Que de dangers nous côtoyons au détour des étagères et au bout de nos fourchettes ! Il reste quand même quelques valeurs sûres, sans risques, douces et se mêlant à toutes les saveurs, comme la téhiné. Non, je ne vous emmène pas chez les Vahinés, désolée de décevoir vos rêves exotiques, mais plutôt au cœur des Mille et une nuits. « Sésame ouvre-toi ! » Vous avez donc toujours cru qu’on disait sésame comme on aurait pu dire chou, carotte ou navet ? Très présent dans la cuisine du Moyen-Orient, le sésame était déjà mentionné dans les tablettes mésopotamiennes. Dotées de nombreuses qualités nutritives et gustatives, ces petites graines peuvent se consommer telles quelles, réduites en huile, ou en crème. Ecrasées par une meule de pierre, les graines crues produisent de l’huile et l’incontournable téhiné. Sauce tajine, sauce tarator, hommos, moutabbal, sfouf… Les possibilités, salées comme sucrées, offertes par la crème de sésame sont infinies. Ô sésame, ouvre-nous donc les portes de la cuisine libanaise !

dimanche 22 mars 2009

Plic ploc

Par Julien

« Enfin ! » Vous vous exclamez peut-être comme ça, en vous acharnant sur votre souris, après quelques jours de silence ininterrompu sur cet humble chouei chouei blog. Il faut dire que la semaine a été plutôt rock n’roll. Je vous épargne les détails, tant elle était belle et folle, cette semaine laborieuse. Mieux vaudrait en reparler par messages, au coup par coup, tranquillement.
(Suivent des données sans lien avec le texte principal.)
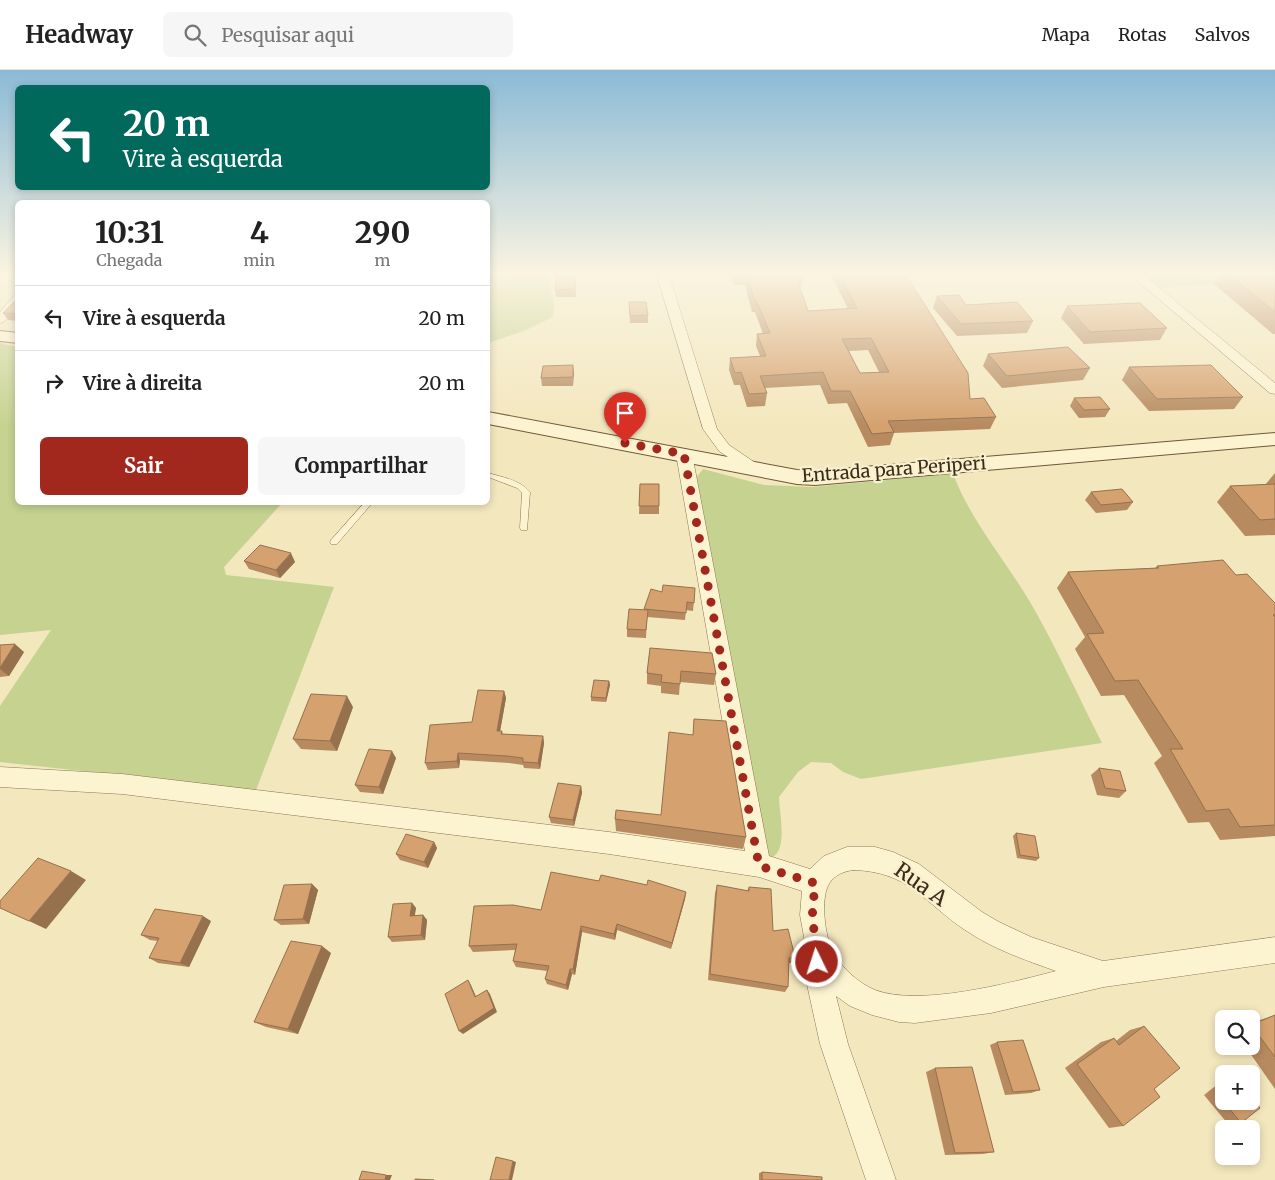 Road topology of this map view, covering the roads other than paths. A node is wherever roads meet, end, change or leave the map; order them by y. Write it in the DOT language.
graph roads {
  1 [pos="678,324"];
  2 [pos="1195,324"];
  3 [pos="0,336"];
  4 [pos="15,338"];
  5 [pos="1275,390"];
  6 [pos="490,418"];
  7 [pos="1275,439"];
  8 [pos="684,454"];
  9 [pos="755,469"];
  10 [pos="490,476"];
  11 [pos="367,505"];
  12 [pos="524,528"];
  13 [pos="334,542"];
  14 [pos="0,777"];
  15 [pos="759,866"];
  16 [pos="815,883"];
  17 [pos="817,946"];
  18 [pos="1275,950"];
  19 [pos="1102,974"];
  20 [pos="881,1180"];
  1 -- 9 [label="street"];
  2 -- 5 [label="street"];
  3 -- 4 [label="main road"];
  6 -- 8 [label="main road, Entrada para Periperi"];
  7 -- 9 [label="main road, Entrada para Periperi"];
  8 -- 9 [label="main road, Entrada para Periperi"];
  8 -- 15 [label="street"];
  10 -- 12 [label="lane"];
  11 -- 13 [label="lane"];
  14 -- 15 [label="street"];
  15 -- 16 [label="street"];
  16 -- 17 [label="street, Rua A"];
  16 -- 19 [label="street, Rua A"];
  17 -- 19 [label="street, Rua A"];
  17 -- 20 [label="street"];
  18 -- 19 [label="street, Rua A"];
}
Repartons plutôt sur ce qui constitue aussi notre quotidien, ici, à Beyrouth. Ce matin, le ciel est merveilleusement bleu. Du bleu de bleu à s’y perdre le regard. Non pas bleu de travail (ça suffit pour la semaine), mais bleu de printemps, ou quelque chose comme ça. Bleu immobile, bleu aguicheur, bleu sur bleu, bleu tout court, sans morsure ni mesquinerie. Pourtant, les fuites d’eau continuent, à la maison.

Le printemps est officiellement installé depuis hier, samedi 21, mais rien de tout ça en début de semaine. L’hiver a traînassé, par ici, vous savez. Avec un ciel ambigu, voire déchiré, surpiquant des pans entiers de vert-de-gris sur des pans de lumières assourdies. Par épisodes, des douches froides, des cascades massives. Le toit de notre immeuble, troué comme un gruyère suisse, n’y résiste pas. Notre propriétaire est embêté. « Il faut attendre la clémence des éléments », sanctionne-t-il, en observant l’immeuble, tassé sur lui-même comme un pauvre biscuit feuilleté.

« Vous savez, d’ici quelques jours, vous aurez le ‘Khamsin’ », ajoute-t-il, fier de connaître en détail la géographie des caprices du pays du Cèdre. « Khamsin » : « le cinquantième », en dialecte libanais. Le vent qui se lève, d’après lui, au cinquantième jour de l’année, selon le calendrier copte. Un vent sec et chaud qui se réveille soudain, chaque année, pour ne plus quitter Beyrouth pendant quelques jours. Ensuite, il détale comme un lapin. « Alors patience, monsieur Julien, patience. » Je proteste : « C’est que, chez nous, on a des serpillières partout, quand même. Et des fuites qui apparaissent sans cesse ». Sans parler des traces jaunâtres qui fondent sur certains coins, au carrefour de quelques murs clés. « Profitez, monsieur Julien, c’est un peu comme à Vichy, c’est comme une cure thermale ! » Je n’ai plus qu’à en rire : « Une cure thermale permanente, en somme. Quelle chance ! »

Quand nous sommes arrivés, les pluies étaient restées sages. L’hiver avait été, de l’avis de tous, timide. Il a fallu qu’on s’installe pour que le ciel nous tombe sur la tête. Evidemment. Rassurez-vous : rien de terrible. Et des travaux seront engagés dès que le Khamsin aura fait son retour. En attendant, c’est dimanche, ciel bleu, et plic ploc.